President Donald Trump’s choice for FBI director was notified months before the public knew about the death of a detainee at Abu Ghraib prison in Iraq in 2004, and was at the very least on the fringes of discussions of lawful military detention and interrogation techniques in 2003, documents from Wray’s time in the post- 9/11 Bush administration show.
Trump announced in a tweet Wednesday that he planned to name white-collar attorney Christopher A. Wray to succeed Jim Comey as FBI director. Most immediate reporting focused on Wray’s role as the personal attorney for New Jersey Gov. Chris Christie in the scandal known as Bridgegate.

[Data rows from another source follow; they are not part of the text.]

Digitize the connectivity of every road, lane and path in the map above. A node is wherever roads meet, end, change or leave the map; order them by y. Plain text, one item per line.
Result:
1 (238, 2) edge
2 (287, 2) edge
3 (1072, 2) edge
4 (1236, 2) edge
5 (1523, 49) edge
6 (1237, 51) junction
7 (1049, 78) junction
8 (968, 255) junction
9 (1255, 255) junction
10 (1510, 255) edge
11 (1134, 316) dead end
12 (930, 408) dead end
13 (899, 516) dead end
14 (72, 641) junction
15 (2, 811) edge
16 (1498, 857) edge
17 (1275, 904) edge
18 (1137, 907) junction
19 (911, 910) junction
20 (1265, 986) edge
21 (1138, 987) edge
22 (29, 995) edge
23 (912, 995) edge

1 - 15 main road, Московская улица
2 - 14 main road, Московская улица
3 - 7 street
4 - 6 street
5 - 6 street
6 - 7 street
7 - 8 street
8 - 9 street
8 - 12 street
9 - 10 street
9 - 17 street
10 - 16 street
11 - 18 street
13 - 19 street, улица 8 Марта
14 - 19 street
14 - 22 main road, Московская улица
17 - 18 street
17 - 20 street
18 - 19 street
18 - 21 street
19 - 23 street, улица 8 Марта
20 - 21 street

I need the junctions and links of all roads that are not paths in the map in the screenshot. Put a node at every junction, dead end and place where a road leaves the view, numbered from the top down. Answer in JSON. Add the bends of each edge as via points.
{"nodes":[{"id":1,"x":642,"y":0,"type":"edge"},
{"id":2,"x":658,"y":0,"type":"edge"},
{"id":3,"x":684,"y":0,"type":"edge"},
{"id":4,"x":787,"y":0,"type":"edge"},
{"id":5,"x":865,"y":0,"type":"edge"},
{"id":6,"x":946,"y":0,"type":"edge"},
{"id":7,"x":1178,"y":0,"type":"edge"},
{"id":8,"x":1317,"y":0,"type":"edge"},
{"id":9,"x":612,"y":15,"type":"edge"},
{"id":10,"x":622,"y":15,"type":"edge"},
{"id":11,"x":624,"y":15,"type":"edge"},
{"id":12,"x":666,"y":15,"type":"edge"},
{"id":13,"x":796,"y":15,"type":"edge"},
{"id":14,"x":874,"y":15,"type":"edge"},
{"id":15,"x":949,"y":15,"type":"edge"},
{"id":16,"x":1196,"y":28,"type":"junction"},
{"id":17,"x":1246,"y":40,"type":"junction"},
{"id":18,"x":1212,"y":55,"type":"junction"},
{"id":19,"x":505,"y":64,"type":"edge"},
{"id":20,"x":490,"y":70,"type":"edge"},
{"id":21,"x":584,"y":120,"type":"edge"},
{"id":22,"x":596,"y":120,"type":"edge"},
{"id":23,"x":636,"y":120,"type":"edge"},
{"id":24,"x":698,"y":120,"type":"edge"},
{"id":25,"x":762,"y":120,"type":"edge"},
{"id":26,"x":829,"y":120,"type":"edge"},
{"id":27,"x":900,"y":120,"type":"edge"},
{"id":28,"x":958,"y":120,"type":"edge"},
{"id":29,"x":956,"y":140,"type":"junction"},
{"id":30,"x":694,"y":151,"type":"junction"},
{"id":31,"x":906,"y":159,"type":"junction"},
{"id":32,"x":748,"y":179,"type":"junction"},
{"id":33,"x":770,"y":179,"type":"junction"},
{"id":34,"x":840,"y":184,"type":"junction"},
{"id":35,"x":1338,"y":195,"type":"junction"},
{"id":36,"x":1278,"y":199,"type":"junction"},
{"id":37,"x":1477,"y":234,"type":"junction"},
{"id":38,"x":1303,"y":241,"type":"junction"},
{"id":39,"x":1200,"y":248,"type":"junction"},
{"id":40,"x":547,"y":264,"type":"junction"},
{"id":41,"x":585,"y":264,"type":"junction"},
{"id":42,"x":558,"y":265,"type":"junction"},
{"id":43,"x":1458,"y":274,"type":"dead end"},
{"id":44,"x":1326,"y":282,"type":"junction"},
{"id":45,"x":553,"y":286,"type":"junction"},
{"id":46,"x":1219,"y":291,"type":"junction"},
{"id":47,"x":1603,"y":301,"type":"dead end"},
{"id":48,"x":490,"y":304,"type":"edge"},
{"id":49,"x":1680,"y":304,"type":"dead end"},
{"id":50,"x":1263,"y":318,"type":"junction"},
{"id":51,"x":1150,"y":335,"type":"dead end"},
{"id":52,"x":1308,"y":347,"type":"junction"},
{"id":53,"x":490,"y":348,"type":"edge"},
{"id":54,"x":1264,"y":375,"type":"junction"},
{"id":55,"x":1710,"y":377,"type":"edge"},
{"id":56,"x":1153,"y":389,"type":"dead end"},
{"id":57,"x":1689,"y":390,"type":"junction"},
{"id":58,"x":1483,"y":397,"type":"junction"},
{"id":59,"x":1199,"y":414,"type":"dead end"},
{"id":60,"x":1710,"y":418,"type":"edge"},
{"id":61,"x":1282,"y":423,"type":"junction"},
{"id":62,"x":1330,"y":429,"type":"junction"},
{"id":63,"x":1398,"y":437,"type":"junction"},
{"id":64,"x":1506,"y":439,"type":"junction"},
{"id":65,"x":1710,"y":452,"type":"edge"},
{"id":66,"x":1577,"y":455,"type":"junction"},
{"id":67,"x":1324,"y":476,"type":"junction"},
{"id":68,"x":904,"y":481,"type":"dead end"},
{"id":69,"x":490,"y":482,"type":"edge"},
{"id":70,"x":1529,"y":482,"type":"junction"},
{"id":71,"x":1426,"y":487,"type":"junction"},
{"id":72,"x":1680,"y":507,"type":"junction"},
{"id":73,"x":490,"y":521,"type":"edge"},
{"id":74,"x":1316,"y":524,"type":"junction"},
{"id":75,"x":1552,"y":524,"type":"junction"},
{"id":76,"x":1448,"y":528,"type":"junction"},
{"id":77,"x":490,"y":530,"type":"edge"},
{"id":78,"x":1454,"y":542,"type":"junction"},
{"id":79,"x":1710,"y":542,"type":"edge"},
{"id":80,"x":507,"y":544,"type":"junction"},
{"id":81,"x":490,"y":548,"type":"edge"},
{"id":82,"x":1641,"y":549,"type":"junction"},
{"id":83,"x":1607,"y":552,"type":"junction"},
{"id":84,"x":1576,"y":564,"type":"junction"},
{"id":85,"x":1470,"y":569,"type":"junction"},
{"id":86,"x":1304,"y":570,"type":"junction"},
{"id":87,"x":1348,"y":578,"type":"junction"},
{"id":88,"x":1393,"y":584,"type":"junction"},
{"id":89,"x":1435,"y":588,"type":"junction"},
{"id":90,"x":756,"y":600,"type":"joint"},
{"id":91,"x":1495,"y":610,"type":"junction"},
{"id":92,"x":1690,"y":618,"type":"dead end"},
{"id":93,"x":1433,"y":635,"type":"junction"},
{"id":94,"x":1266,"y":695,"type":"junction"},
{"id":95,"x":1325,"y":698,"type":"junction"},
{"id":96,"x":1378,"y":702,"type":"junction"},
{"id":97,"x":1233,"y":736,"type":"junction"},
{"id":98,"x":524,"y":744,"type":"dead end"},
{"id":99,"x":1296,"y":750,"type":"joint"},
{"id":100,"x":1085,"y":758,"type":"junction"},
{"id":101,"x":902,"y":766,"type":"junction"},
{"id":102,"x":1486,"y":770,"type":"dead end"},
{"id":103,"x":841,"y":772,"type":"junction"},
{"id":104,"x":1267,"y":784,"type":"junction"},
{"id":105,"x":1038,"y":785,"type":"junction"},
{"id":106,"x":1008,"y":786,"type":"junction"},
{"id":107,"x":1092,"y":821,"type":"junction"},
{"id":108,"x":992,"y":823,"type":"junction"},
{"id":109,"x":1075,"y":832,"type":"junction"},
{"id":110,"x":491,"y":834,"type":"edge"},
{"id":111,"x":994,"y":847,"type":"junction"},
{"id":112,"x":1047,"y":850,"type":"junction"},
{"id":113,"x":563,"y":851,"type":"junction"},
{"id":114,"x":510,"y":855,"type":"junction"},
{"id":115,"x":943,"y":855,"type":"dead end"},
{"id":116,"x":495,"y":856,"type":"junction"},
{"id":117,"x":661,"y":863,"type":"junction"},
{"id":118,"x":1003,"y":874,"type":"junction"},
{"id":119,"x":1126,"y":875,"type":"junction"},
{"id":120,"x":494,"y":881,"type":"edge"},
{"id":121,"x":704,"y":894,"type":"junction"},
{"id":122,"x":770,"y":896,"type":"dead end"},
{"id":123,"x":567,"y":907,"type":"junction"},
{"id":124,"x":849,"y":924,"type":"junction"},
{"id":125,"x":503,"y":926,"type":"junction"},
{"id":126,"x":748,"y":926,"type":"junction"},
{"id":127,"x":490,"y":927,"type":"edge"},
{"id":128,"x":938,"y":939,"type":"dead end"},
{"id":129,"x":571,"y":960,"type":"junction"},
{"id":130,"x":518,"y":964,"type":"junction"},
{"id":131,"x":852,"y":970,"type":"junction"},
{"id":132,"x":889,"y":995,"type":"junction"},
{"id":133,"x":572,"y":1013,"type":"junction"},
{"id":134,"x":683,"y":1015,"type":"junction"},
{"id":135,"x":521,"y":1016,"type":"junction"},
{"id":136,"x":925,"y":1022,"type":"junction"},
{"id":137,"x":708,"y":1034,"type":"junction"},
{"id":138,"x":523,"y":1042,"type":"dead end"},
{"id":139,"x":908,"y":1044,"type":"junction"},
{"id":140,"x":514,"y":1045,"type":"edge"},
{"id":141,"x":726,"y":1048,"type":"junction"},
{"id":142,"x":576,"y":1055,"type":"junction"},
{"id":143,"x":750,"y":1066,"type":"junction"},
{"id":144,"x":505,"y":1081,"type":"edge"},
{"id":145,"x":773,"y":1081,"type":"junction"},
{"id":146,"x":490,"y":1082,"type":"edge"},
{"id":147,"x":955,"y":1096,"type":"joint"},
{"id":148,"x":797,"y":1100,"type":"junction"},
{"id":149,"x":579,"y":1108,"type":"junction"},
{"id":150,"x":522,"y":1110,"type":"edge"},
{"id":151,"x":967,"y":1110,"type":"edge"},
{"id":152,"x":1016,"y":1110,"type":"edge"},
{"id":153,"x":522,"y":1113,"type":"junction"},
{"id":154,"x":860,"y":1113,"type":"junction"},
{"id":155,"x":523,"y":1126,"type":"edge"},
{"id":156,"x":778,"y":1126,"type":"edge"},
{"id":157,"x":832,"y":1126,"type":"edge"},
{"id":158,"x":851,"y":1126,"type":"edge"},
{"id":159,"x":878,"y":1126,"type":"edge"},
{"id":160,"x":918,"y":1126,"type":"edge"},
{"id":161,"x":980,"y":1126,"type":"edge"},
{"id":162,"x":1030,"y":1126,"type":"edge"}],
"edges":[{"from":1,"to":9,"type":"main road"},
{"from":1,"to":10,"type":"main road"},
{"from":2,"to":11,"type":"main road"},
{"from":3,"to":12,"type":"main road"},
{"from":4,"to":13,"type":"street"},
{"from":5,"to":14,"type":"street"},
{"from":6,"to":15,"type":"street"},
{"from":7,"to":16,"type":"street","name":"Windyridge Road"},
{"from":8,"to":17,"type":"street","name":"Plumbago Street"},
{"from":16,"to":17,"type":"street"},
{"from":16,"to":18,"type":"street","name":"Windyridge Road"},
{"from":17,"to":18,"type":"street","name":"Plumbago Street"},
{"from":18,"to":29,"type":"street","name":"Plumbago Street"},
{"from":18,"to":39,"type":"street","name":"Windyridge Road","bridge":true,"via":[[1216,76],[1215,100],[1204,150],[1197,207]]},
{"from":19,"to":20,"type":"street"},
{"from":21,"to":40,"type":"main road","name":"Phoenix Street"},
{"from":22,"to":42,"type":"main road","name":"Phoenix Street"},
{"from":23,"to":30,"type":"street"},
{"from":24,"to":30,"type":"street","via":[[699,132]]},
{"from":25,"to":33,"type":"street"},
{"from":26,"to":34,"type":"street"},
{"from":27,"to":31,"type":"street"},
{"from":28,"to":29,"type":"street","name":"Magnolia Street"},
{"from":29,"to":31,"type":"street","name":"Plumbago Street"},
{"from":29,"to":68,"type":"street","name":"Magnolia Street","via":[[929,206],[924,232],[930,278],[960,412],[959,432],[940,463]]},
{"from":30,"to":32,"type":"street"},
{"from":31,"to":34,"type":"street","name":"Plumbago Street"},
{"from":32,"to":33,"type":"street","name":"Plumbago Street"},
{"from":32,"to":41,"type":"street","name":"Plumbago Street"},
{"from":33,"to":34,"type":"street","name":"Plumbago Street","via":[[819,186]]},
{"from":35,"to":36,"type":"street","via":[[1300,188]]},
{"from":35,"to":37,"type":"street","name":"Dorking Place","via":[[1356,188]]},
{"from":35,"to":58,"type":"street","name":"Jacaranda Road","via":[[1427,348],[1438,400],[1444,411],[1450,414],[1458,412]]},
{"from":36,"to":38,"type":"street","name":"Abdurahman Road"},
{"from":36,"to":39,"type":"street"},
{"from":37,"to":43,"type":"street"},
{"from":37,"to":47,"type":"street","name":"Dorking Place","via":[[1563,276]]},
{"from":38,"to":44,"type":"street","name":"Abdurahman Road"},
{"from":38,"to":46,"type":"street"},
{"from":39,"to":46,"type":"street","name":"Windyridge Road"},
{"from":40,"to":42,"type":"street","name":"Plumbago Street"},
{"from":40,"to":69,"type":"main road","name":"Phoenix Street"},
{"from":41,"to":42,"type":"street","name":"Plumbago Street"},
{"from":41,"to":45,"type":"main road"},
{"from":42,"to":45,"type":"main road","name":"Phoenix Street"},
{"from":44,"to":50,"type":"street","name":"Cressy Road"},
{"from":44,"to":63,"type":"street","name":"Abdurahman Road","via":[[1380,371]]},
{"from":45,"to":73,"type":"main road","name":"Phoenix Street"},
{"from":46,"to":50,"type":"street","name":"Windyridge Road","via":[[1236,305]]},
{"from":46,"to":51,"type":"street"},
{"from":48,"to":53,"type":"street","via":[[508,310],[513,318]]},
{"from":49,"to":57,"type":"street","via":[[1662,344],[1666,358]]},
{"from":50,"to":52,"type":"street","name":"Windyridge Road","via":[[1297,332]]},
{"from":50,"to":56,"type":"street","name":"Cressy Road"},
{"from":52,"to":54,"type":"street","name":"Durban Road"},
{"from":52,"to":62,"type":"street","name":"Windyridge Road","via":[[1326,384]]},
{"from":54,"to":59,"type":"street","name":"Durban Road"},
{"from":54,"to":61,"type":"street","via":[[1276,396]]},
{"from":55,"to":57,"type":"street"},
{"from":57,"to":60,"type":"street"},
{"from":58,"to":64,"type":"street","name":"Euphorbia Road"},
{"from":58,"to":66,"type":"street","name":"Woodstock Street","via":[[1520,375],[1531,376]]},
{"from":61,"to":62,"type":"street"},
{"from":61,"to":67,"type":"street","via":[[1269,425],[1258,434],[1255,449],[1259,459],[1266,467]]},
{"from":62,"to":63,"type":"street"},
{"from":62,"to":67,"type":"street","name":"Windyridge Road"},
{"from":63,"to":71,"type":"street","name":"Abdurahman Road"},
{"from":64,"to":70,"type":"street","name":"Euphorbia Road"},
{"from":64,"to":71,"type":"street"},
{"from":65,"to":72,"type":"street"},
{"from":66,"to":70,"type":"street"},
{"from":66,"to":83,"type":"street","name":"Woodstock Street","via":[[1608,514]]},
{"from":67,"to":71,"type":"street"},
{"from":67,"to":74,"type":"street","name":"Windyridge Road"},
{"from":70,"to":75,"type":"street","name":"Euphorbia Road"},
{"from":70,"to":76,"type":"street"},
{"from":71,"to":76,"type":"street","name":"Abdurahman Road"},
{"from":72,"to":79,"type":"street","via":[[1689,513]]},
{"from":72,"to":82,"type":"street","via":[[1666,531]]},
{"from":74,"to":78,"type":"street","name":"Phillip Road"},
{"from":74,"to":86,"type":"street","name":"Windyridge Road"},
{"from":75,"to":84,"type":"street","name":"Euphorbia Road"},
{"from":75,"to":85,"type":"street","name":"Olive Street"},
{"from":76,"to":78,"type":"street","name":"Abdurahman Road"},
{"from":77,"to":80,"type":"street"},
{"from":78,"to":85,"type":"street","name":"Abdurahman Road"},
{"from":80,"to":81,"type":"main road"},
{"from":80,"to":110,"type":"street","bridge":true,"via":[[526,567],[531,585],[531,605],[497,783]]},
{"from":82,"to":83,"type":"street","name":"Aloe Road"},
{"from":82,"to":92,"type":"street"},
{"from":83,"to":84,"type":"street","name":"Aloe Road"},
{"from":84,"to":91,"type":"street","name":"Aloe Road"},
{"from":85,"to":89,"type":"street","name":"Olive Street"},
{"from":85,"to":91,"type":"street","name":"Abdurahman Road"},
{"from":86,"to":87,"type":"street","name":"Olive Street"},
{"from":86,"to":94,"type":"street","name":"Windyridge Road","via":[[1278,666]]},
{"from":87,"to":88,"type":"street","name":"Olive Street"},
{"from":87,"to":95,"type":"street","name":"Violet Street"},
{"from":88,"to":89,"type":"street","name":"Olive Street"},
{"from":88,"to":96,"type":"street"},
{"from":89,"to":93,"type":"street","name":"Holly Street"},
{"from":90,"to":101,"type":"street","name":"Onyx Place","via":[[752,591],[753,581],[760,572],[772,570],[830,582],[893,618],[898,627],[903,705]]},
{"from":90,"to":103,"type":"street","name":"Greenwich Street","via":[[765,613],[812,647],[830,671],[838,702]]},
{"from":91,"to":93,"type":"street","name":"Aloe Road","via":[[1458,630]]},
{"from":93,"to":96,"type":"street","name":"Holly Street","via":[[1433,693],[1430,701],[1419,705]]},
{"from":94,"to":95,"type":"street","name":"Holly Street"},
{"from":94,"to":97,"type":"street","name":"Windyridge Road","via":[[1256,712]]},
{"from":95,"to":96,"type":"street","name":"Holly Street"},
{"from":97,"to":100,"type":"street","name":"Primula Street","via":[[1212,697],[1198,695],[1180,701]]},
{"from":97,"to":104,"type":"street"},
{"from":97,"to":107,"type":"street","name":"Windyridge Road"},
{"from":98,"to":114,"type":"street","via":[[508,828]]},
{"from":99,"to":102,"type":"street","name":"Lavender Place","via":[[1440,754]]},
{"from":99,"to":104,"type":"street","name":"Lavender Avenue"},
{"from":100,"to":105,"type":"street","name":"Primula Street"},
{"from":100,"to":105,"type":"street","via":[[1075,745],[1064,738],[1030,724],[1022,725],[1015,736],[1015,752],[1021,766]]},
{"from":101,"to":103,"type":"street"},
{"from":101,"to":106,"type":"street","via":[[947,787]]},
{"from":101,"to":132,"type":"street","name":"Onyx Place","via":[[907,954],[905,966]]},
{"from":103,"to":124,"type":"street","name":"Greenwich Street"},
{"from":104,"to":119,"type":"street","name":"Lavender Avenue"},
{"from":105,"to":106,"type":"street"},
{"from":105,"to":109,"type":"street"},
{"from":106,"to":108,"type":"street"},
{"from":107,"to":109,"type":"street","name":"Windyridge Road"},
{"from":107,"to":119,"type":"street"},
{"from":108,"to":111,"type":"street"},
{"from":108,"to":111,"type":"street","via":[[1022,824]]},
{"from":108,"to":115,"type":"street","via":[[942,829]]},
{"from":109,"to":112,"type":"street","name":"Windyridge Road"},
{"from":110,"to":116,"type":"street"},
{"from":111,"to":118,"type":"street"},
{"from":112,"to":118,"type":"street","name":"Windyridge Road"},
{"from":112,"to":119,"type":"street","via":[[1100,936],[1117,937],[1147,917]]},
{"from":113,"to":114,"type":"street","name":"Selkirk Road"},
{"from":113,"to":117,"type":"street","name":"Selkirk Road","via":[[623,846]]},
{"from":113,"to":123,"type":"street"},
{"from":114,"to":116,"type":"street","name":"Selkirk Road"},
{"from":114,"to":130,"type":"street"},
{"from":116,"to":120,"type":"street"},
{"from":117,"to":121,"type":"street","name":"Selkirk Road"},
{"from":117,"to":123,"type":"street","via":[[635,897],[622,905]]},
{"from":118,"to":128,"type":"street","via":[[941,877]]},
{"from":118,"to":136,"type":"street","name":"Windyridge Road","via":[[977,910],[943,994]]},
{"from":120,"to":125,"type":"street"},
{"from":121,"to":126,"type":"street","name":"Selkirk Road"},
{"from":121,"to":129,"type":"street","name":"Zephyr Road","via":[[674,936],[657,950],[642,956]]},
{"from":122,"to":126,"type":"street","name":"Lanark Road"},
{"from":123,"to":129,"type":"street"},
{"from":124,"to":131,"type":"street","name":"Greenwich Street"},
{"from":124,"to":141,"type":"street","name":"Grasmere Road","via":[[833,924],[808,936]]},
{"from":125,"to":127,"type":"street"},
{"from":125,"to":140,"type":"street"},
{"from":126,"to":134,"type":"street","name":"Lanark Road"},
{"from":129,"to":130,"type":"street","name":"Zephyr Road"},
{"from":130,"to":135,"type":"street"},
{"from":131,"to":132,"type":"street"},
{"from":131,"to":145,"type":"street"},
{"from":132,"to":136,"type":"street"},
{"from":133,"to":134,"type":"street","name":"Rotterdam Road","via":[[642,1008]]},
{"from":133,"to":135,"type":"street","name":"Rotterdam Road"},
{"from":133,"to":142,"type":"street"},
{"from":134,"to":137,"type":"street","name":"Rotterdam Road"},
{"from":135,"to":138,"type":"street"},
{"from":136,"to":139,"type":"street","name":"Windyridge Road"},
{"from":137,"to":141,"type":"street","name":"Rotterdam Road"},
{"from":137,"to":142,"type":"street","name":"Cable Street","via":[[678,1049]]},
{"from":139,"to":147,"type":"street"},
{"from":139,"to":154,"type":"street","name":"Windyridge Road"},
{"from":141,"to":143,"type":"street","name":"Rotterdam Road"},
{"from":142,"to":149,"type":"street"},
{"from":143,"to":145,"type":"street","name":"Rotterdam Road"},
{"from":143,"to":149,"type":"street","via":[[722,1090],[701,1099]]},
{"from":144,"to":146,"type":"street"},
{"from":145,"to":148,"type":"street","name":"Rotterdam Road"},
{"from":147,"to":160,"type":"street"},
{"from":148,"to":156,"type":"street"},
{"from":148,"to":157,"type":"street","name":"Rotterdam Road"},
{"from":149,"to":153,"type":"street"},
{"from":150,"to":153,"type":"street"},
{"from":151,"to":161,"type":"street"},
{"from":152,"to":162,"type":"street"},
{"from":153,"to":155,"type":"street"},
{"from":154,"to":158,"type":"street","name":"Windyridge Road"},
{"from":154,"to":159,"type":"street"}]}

But a deeper dive shows that during his period as assistant attorney general in charge of the Department of Justice Criminal Division Wray was notified early about the ongoing Central Intelligence Agency investigation of abuse at Abu Ghraib. Notably, he was alerted to the suspected homicide of a captive who came to be known as the iceman because of lurid, leaked photos showing the corpse of Manadel al-Jamadi packed in ice.
See Wray’s Bush administration-era Department of Justice profile
A Feb. 20,2004 memo, “ Possible Violations of Federal Law, ” notified Wray of the suspected homicide of Jamadi and an ongoing CIA Inspector General’s investigation of his death after his capture by a Navy Seal team in Iraq three months earlier. “I am writing to you pursuant to Title 50 U. S. C. §403q (b) (5) to report information concerning possible violations of federal criminal law, ” wrote then CIA Assistant Inspector General for Investigations Mona B. Alderson.
Less than three months later, on May 5,2004, Wray told the Senate Judiciary Committee, in response to a question from Vermont Sen. Patrick Leahy, “My principal awareness of the abuse that you are describing, that you are referring to, is through the news media, and like you and like so many others, obviously I deplore any mistreatment.”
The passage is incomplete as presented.